Beefy Boxes and Bandwidth Generously Provided by pair Networks
Your skill will accomplish
what the force of many cannot
 
PerlMonks  

Re^3: RFC: Fuse::DBI - mount database as filesystem

by fergal (Chaplain)
on Oct 11, 2004 at 17:08 UTC ( [id://398217]=note: print w/replies, xml ) Need Help??


in reply to Re^2: RFC: Fuse::DBI - mount database as filesystem
in thread RFC: Fuse::DBI - mount database as filesystem

A databse is not strictly a heirarchal tree. This is a rather common mis-application of a tree-type datastructure.

I never said it was a hierarchical tree, I said "many dbs have a hierarchical structure embedded in them" and since the filesystem is probably the most familiar heirarchical structure to most users, providing a filesystem interface is a useful thing.

I'm going to expand my claim and say that the FS interface is good not just for databases that have trees but for databases with general graphs also.

As I said, I'm not advocating this as a general DB access method, it's terrible for queries that involve large amounts of data. However it's great for queries that use small amounts of data but span many tables. SQL queries generally lack state/context whereas a fileystem (well actually I should say a shell) has a very useful, very intuitive piece of state - the current working directory. This allows you to wander around. Using an SQL interface, wandering around is a pain.

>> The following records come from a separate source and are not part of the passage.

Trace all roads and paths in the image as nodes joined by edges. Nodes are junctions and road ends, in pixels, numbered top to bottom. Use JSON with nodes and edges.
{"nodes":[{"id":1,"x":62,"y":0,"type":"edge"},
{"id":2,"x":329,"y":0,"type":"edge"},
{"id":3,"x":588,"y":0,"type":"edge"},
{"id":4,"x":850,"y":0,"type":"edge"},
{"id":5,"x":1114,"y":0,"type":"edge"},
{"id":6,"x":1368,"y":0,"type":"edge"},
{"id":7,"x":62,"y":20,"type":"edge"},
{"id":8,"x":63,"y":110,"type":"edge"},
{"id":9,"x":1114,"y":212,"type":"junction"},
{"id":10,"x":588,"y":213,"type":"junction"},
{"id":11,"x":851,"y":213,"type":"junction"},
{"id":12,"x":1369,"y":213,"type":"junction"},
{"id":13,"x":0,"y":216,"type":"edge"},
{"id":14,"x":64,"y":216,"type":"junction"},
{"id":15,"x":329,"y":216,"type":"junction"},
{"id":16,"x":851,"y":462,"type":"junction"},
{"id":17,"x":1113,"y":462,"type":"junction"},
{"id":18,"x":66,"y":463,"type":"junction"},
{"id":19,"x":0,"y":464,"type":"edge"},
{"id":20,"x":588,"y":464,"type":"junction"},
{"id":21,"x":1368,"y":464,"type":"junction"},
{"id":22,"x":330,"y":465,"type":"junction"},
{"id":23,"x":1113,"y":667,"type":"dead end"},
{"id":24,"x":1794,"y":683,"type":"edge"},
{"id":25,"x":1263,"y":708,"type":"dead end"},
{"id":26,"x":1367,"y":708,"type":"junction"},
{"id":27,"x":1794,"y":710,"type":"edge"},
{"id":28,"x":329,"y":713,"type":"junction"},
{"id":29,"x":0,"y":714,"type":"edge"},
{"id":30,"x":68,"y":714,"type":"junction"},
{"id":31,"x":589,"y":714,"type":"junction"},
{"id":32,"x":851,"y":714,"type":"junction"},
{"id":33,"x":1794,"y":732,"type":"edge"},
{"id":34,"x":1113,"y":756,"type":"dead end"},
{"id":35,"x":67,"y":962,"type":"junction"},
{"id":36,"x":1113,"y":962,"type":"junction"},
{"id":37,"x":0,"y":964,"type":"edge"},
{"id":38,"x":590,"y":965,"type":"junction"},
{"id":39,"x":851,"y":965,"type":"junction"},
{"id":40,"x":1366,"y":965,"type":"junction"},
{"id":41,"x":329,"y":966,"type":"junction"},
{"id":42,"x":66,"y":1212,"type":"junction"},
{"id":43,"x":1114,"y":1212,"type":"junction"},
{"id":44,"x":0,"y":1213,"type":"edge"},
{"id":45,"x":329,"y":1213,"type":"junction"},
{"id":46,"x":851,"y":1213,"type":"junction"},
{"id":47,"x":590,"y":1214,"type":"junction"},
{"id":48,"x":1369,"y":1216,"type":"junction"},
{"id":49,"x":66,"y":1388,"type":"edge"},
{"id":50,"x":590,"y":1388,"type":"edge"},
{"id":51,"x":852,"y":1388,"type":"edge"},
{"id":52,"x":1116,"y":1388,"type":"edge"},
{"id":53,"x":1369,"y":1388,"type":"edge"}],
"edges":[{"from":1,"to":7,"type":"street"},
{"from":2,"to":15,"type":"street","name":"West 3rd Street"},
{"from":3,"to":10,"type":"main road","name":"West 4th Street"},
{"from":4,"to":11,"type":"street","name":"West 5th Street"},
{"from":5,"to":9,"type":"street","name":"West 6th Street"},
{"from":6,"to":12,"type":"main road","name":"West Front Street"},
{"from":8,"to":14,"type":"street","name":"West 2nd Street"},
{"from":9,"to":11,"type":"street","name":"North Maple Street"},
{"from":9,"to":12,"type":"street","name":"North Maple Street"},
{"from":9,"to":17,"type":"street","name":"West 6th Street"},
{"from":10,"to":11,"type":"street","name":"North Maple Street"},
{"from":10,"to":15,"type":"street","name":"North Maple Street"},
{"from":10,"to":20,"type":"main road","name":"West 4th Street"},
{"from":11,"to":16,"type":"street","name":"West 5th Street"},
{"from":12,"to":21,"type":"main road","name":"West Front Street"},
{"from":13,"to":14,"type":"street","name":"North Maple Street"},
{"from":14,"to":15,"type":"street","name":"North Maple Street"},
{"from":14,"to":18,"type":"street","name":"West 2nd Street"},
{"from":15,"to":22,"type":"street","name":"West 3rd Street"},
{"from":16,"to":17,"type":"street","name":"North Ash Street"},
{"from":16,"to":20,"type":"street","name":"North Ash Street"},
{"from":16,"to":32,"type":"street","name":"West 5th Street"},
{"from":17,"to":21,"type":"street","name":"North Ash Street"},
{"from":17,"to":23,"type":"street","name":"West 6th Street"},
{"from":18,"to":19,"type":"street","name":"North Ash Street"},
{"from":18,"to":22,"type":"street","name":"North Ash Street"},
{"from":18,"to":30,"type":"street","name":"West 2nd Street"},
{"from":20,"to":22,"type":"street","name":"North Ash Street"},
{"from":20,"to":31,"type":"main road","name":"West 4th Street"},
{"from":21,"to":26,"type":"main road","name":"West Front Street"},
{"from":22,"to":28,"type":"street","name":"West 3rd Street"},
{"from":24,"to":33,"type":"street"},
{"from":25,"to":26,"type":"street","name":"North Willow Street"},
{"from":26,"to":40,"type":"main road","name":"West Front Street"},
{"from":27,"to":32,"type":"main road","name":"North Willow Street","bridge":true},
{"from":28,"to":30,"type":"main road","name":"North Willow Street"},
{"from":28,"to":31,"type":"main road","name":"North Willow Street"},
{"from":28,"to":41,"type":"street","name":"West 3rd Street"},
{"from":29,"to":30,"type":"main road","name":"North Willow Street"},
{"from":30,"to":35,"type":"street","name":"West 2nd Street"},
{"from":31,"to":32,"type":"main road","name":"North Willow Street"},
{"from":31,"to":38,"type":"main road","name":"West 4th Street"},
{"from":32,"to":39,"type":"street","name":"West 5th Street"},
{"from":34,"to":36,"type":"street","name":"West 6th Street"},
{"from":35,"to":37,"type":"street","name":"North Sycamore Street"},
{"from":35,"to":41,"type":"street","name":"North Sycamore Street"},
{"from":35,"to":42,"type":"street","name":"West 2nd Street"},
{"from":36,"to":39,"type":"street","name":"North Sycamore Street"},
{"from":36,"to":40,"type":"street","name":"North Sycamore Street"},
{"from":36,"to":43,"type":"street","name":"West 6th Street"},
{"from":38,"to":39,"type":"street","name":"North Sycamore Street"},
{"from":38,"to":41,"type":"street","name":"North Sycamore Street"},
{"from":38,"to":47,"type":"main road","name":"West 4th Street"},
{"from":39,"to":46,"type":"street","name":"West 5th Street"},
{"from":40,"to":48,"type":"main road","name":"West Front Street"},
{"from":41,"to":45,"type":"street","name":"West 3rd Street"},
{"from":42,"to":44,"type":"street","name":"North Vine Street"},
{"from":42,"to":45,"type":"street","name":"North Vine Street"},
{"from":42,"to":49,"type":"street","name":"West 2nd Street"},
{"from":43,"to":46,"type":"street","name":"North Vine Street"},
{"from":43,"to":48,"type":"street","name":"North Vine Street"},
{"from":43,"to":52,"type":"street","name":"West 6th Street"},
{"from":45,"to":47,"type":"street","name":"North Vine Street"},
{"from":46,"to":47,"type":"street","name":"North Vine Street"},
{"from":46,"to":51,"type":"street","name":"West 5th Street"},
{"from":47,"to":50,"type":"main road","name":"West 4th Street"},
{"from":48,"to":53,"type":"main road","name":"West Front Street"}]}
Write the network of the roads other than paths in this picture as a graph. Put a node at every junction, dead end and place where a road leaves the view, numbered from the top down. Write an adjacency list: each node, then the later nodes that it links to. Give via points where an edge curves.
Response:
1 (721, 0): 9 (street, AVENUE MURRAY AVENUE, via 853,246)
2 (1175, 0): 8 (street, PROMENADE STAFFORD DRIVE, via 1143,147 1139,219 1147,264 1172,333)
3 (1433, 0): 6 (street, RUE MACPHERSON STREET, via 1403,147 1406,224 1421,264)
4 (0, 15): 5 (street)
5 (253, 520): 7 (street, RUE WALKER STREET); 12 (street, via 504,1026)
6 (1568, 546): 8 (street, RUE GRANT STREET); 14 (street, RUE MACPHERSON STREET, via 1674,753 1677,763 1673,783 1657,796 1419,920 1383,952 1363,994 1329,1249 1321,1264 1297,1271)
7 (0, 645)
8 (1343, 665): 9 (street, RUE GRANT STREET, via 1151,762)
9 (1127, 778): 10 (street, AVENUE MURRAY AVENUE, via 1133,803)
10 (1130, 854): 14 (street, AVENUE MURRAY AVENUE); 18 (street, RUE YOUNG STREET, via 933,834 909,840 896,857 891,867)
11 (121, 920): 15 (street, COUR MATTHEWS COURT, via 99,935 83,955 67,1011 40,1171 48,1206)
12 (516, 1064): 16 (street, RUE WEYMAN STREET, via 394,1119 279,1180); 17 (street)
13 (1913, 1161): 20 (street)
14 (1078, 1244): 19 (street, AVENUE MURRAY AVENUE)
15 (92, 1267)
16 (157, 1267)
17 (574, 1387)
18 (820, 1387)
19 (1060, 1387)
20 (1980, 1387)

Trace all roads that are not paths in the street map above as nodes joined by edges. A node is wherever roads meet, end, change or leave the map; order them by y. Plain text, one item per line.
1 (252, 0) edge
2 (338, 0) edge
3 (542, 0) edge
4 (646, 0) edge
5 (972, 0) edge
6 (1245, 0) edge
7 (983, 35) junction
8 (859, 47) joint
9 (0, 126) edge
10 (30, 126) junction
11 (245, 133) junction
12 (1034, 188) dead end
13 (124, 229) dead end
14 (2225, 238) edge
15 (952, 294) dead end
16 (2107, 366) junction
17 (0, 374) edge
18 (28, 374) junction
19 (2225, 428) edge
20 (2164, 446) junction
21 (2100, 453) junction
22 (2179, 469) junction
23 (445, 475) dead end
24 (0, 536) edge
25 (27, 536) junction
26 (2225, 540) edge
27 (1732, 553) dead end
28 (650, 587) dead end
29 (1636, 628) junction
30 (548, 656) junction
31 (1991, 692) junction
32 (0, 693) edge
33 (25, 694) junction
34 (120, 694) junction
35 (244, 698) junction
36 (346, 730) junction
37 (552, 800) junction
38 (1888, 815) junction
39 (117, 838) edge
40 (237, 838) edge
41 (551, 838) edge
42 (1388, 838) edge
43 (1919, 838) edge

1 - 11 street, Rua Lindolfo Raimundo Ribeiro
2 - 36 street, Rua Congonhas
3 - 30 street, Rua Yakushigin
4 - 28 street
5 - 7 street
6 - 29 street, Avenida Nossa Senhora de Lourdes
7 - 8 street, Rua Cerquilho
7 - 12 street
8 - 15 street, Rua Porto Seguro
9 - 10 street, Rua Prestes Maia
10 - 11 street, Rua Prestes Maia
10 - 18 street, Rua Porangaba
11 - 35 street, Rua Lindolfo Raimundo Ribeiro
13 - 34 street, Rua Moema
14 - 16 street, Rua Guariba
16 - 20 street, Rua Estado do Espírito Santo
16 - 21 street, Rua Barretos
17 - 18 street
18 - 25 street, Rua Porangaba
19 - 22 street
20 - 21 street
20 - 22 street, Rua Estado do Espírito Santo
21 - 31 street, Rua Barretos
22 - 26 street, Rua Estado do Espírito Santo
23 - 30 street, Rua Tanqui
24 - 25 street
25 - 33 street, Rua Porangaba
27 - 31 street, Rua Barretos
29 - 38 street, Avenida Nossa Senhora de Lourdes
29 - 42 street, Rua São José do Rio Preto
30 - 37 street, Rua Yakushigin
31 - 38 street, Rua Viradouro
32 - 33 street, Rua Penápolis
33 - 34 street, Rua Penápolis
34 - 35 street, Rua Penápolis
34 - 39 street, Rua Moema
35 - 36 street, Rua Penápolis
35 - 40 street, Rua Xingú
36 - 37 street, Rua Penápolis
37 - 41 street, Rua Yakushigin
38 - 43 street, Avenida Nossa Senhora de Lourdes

Consider a database of people who may or may not be related to each other in various ways, it's schema is

CREATE TABLE person ( name CHAR(50) PRIMARY KEY, spouse char(50) references person.name, father char(50) references person.name, mother char(50) references person.name, best_friend char(50) references person.name, boss char(50) references person.name );
Now I want to know who is Larry Wall's spouse's best friend's mother's boss's father.

I'm not even going to attempt to write the SQL, it's horrendous. It requires either 5 separate queries with lots of copy and pasting of names or a 5-fold join on the persons tables.

The virtual fs just needs

cat "persons/Larry Wall/spouse:row/best_friend:row/mother:row/boss:row +/father:row/name"
and I get to use tab completion all the way.

There are graphical DB explorers that allow you to do the same thing but the problem with them is that they generally do not interface to anything else, a filesystem interfaces to pretty much everything.

Notice that all my relations were 1-1 (actuall n-1 would be ok too), this means that I can write "person/Larry Wall/spouse:row/name" and get a unique answer. I haven't thought too much about how to represent 1-n relations. It requires building a way of expressing more complex queries, which could be done - persons/Larry Wall/children:with/hair=brown - but that might be a bit crazy.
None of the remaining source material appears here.